Now pull the two sides of the remaining string through the casing from the right side, making sure that both ends of this string end up on the left side.

Here’s how the strings are arranged within the casings. This loop arrangement allows you to close the bag by pulling on the ends of the strings on each side of the bag.



Tie the two ends of each string into a knot and leave about 1/2 inch of the end of the strings beyond the knot.

You’re done!!! I hope you like how it turned out!

Copyright by Anne Ibach 2020

Knitting Project Bag Morphing

Several months ago I had an urge to make a drawstring bag, so I whipped one up from scraps. I recently started using it as a knitting project bag, and quickly realized that I was in need of a zipper pocket to hold extra circular needles, stitch markers, my scissors, and other sundry stuff — like my phone and my keys.

So the bag has to morph!

I whipped up another one, but added the zipper pocket on one side.


It’s made from fabrics left over from my turquoise Algorithm quilt that I completed in December. You can see it here.

Here’s the first one I made with fabrics left over from the first red and yellow Algorithm quilts I made. See the quilt here.

It’s basically a pattern I made up after seeing several pouches I liked, incorporating features from several bags and made in a size that’s good for the types of projects I make.

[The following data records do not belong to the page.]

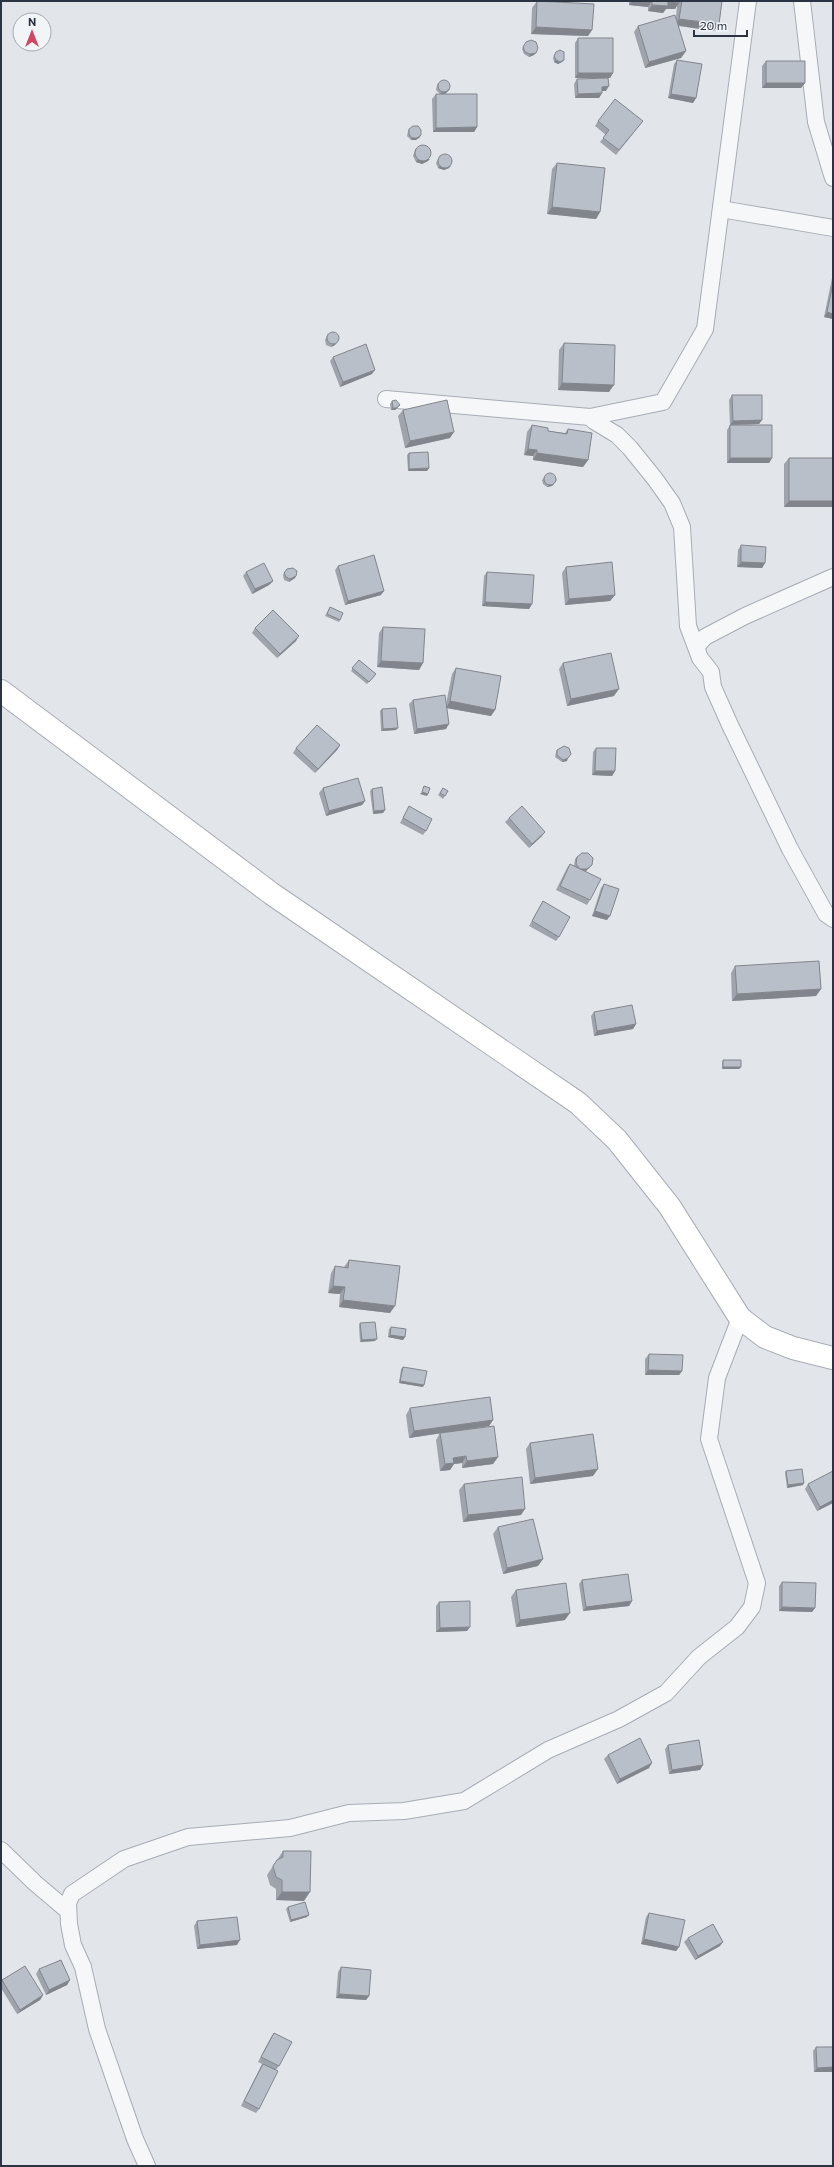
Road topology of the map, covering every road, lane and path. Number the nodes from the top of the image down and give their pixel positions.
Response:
1 (748, 1) edge
2 (802, 1) edge
3 (833, 178) edge
4 (721, 209) junction
5 (833, 228) edge
6 (386, 399) dead end
7 (590, 417) junction
8 (833, 577) edge
9 (696, 647) junction
10 (1, 691) edge
11 (833, 919) edge
12 (740, 1318) junction
13 (833, 1358) edge
14 (1, 1850) edge
15 (68, 1911) junction
16 (148, 2166) edge

1 - 4 street
2 - 3 street
4 - 5 street
4 - 7 street
6 - 7 street
7 - 9 street
8 - 9 street
9 - 11 street
10 - 12 street
12 - 13 street
12 - 15 street
14 - 15 street
15 - 16 street

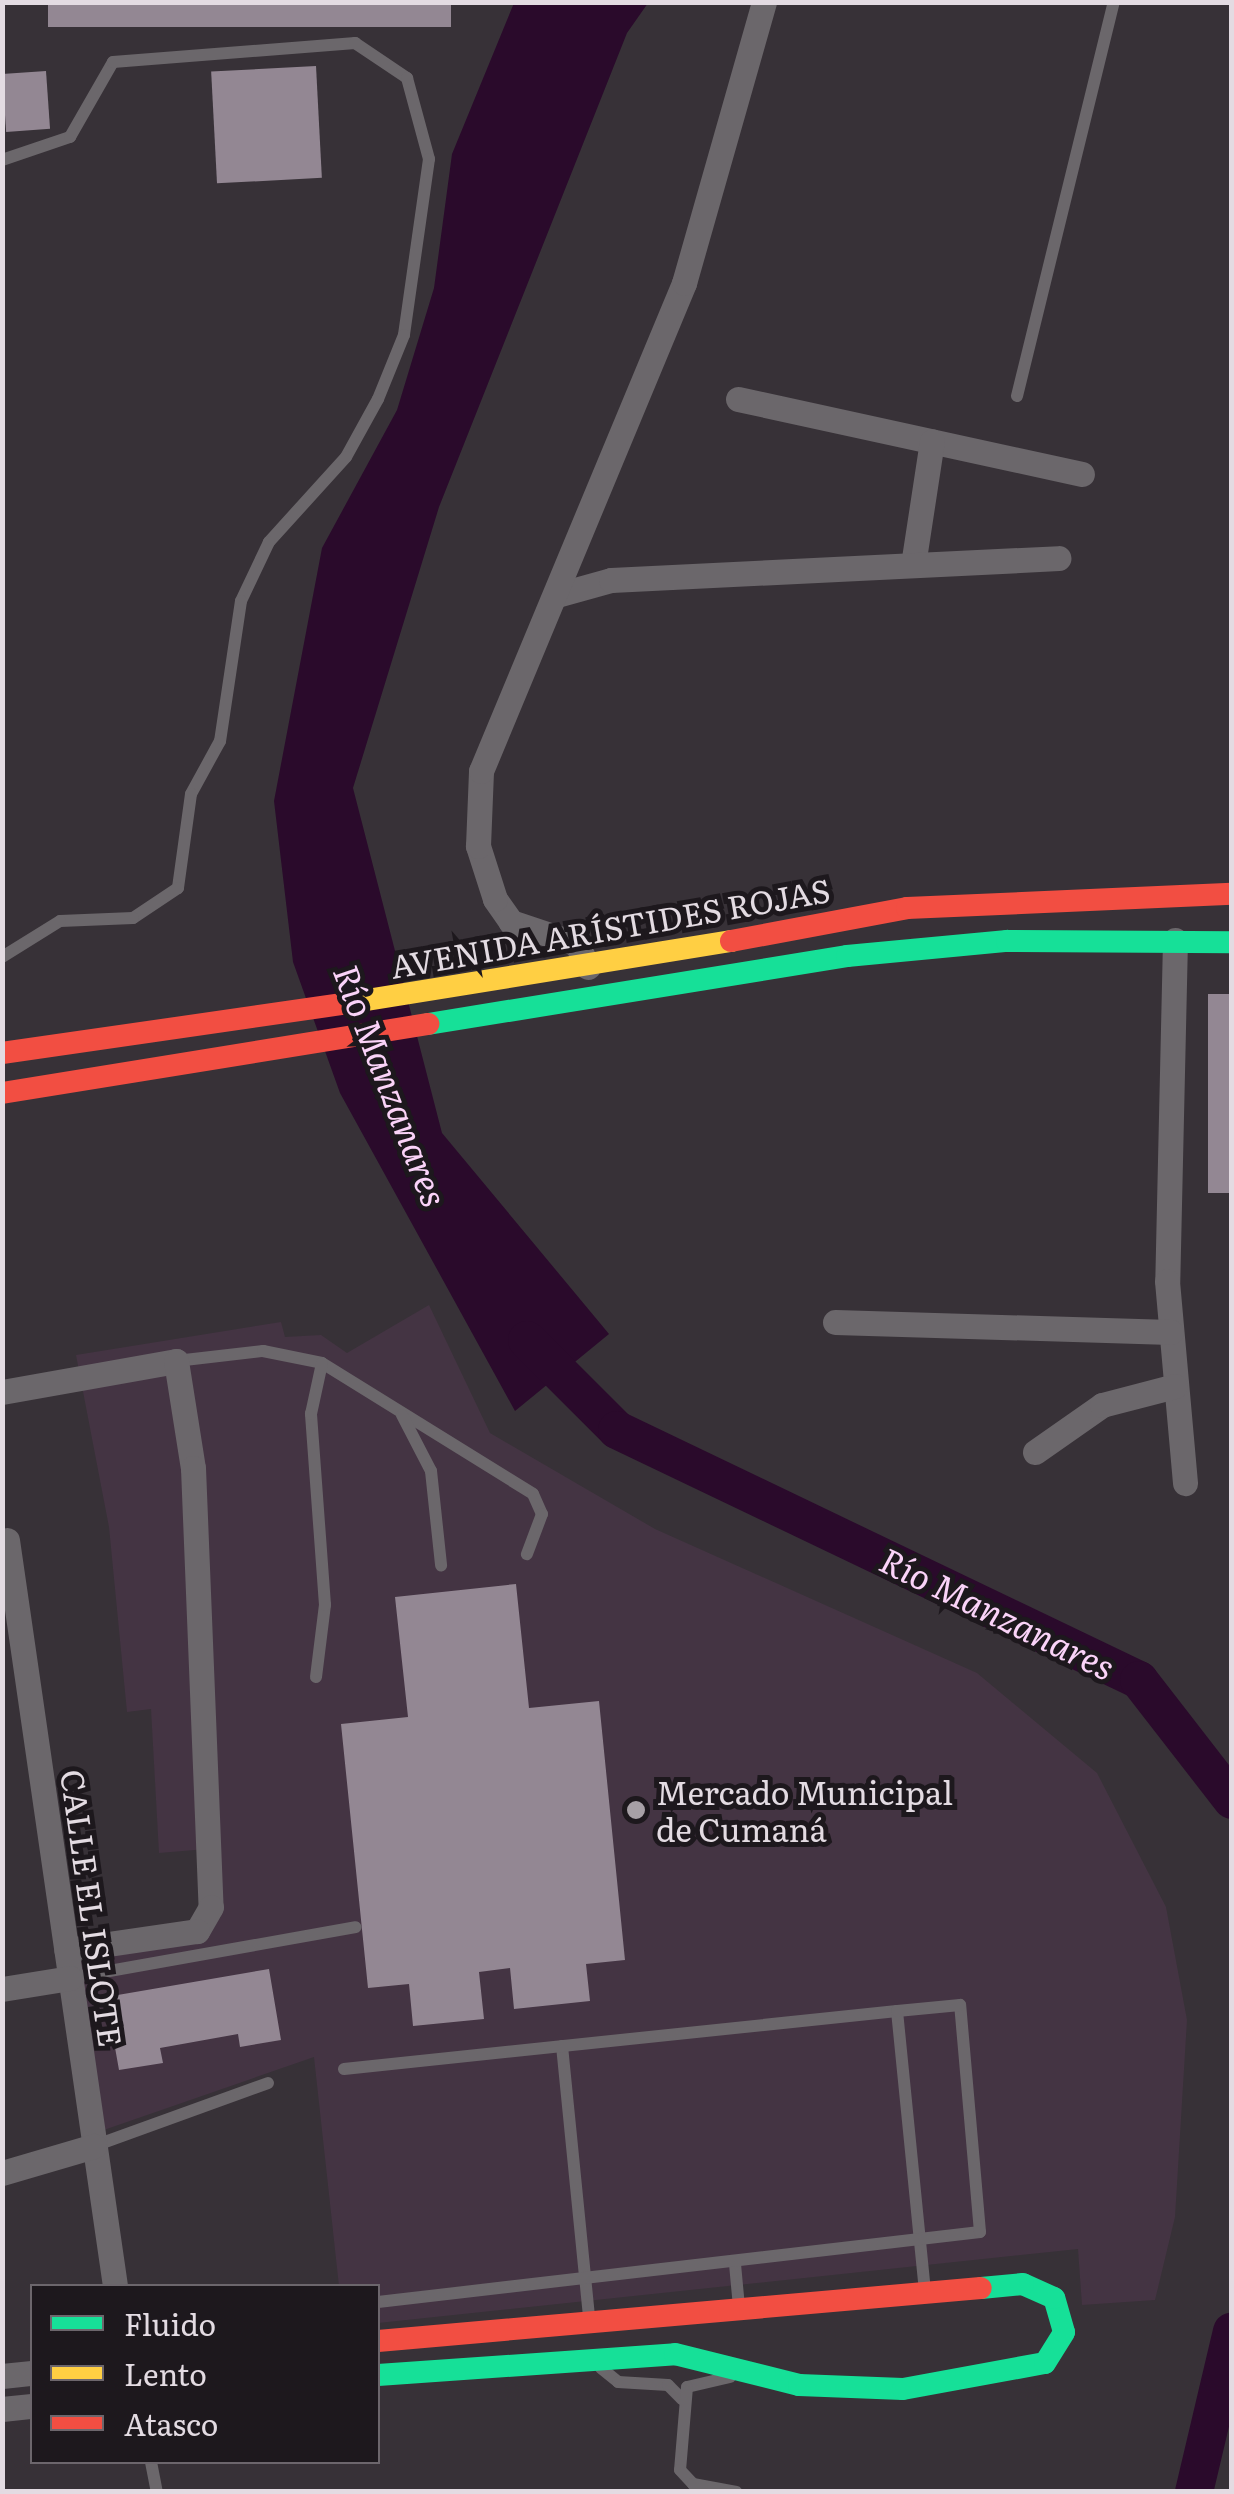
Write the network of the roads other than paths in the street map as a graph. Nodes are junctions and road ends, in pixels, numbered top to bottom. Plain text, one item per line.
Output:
1 (764, 2) edge
2 (1114, 2) edge
3 (2, 160) edge
4 (1016, 396) dead end
5 (738, 398) dead end
6 (932, 441) junction
7 (1082, 474) dead end
8 (1058, 558) dead end
9 (914, 565) junction
10 (557, 595) junction
11 (1232, 894) edge
12 (1175, 940) junction
13 (1232, 942) edge
14 (2, 957) edge
15 (588, 967) junction
16 (2, 1053) edge
17 (2, 1093) edge
18 (835, 1322) dead end
19 (1171, 1332) junction
20 (176, 1361) junction
21 (322, 1363) junction
22 (1174, 1386) junction
23 (2, 1392) edge
24 (398, 1408) junction
25 (1035, 1452) dead end
26 (1185, 1483) dead end
27 (7, 1540) dead end
28 (527, 1554) dead end
29 (441, 1565) dead end
30 (316, 1678) dead end
31 (15, 1682) edge
32 (204, 1925) junction
33 (356, 1927) dead end
34 (66, 1950) junction
35 (216, 1952) junction
36 (70, 1978) junction
37 (2, 1989) edge
38 (897, 2011) junction
39 (562, 2046) junction
40 (344, 2069) dead end
41 (268, 2084) dead end
42 (94, 2146) junction
43 (2, 2173) edge
44 (920, 2245) junction
45 (735, 2264) junction
46 (585, 2280) junction
47 (114, 2284) edge
48 (925, 2293) junction
49 (380, 2302) edge
50 (740, 2309) junction
51 (590, 2322) junction
52 (380, 2341) edge
53 (591, 2360) junction
54 (740, 2370) junction
55 (30, 2373) edge
56 (380, 2375) edge
57 (2, 2376) edge
58 (682, 2399) junction
59 (30, 2406) edge
60 (2, 2409) edge
61 (151, 2464) edge
62 (156, 2492) edge
63 (736, 2492) edge

1 - 10 street
2 - 4 lane
3 - 14 lane
5 - 6 street
6 - 7 street
6 - 9 street
8 - 9 street
9 - 10 street
10 - 15 street
11 - 15 main road, AVENIDA ARÍSTIDES ROJAS
12 - 13 main road, AVENIDA ARÍSTIDES ROJAS
12 - 17 main road, AVENIDA ARÍSTIDES ROJAS
12 - 19 street
15 - 16 main road, AVENIDA ARÍSTIDES ROJAS
18 - 19 street
19 - 22 street
20 - 21 lane
20 - 23 street
20 - 32 street
21 - 24 lane
21 - 30 lane
22 - 25 street
22 - 26 street
24 - 28 lane
24 - 29 lane
27 - 31 street, CALLE EL ISLOTE
31 - 34 street, CALLE EL ISLOTE
32 - 34 street
32 - 35 lane
33 - 35 lane
34 - 36 street, CALLE EL ISLOTE
35 - 36 lane
36 - 37 street
36 - 42 street, CALLE EL ISLOTE
38 - 39 lane
38 - 44 lane
38 - 44 lane
39 - 40 lane
39 - 46 lane
41 - 42 lane
42 - 43 street
42 - 47 street, CALLE EL ISLOTE
44 - 45 lane
44 - 48 lane
45 - 46 lane
45 - 50 lane
46 - 49 lane
46 - 51 lane
48 - 50 main road
48 - 54 main road
50 - 51 main road
51 - 52 main road
53 - 54 main road
53 - 56 main road
53 - 58 lane
54 - 58 lane
55 - 57 street
58 - 63 lane
59 - 60 street
61 - 62 lane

I finally wrote down all the measurements for the bag pieces, so the next one should be a little quicker. I have several friends who want one.

I pieced the wonky log cabin panel on a piece of  muslin, which holds it all together nicely.

The pocket I added on the front is roomy and will be really practical.


It’s a great bag for a smaller project like a hat or socks. It has a nice deep gusset and is quite roomy. The drawstring makes it so the mouth opens wide so it’s easy to get things in and out.